So, in order to produce a concrete result, at least the
point 2) should be accepted / understood. This is what I tried
to do, but the thread seems to go in the opposite way. This is
why I think that opening a ticket would be unuseful for now
and I did not open it. But if you think it could be useful, be
free (of course) to open it ...
This is precisely the heart of the question. LilyPond
development is
(mostly) not driven by the importance of issues but rather by
pleasure and
interest. Which means that you just need one person willing to
spend time on
piano pedals − and skilled enough for that − regardless of the
issue's
weight. That can happen now, or in months or in years, who knows.
In the
most extreme cases, issues can be resolved a decade after they
were
reported. Look at the one David Stephen Grant fixed just two
weeks ago:
https://gitlab.com/lilypond/lilypond/-/issues/1722
https://gitlab.com/lilypond/lilypond/-/merge_requests/119
This is why issues are so essential. They help organize work on
a long time frame.
By the way, the Type::Enhancement label expresses no
judgement about wether the
issue is a major one.
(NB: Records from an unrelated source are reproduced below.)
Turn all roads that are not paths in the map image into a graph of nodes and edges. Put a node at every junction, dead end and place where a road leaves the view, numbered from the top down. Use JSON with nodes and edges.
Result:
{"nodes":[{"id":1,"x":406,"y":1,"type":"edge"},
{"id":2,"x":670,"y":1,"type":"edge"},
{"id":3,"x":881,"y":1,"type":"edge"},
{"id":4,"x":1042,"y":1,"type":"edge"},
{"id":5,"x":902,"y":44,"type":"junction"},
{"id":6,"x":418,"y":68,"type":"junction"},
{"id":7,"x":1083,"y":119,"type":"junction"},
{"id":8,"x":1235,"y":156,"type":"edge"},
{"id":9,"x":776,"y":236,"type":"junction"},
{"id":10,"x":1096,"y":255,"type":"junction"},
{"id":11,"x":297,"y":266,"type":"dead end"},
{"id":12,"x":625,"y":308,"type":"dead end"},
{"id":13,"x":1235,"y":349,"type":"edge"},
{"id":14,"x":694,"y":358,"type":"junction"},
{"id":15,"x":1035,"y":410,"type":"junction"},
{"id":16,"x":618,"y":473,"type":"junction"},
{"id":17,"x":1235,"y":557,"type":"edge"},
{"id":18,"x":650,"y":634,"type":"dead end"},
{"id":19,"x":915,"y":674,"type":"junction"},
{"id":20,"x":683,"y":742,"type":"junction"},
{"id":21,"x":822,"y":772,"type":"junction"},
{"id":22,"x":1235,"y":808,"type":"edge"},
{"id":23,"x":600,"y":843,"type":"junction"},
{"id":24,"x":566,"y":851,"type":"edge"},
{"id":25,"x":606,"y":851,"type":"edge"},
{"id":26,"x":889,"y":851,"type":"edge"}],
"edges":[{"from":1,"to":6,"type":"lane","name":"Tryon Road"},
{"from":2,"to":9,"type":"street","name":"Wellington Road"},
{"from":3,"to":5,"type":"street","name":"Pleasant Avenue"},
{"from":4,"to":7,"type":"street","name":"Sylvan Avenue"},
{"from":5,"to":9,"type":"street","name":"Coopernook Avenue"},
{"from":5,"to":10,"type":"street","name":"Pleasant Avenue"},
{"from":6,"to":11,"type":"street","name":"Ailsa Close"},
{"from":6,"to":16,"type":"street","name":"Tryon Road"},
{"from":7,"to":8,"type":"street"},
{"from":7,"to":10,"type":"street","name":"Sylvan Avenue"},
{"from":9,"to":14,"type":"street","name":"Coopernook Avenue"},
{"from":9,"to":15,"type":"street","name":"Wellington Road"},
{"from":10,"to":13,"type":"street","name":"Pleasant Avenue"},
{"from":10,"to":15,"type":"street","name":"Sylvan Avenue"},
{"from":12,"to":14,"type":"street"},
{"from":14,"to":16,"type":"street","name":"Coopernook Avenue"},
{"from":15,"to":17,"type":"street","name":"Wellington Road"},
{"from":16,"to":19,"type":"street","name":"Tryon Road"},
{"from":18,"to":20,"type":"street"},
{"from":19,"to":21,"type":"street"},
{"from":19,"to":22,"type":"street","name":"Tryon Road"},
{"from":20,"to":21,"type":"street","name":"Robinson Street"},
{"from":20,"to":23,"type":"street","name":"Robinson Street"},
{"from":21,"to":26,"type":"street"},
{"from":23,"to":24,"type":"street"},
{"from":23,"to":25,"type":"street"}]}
It's to be understood as opposed to
Type::Defect: this ticket
is about an enhancement because the current output is consistent
and there is
no crash.
I opened https://gitlab.com/lilypond/lilypond/-/issues/6005
.
I would not proceed in this way.
The lack of a cautionary pedal on a bracket could be seen as an enhancement only in a self-referential context, which doesn't make sense to me. A proper way to proceed is to check what modern professional engravers do with it, and check as a consequence if Lilypond is coherent with them (-> common practice)
AFAIK nobody uses a bracket without a starting word in professional engraving, it would have too many bad side effects. And opening an issue as an enhancement IMHO will weaken the urgency of fixing this.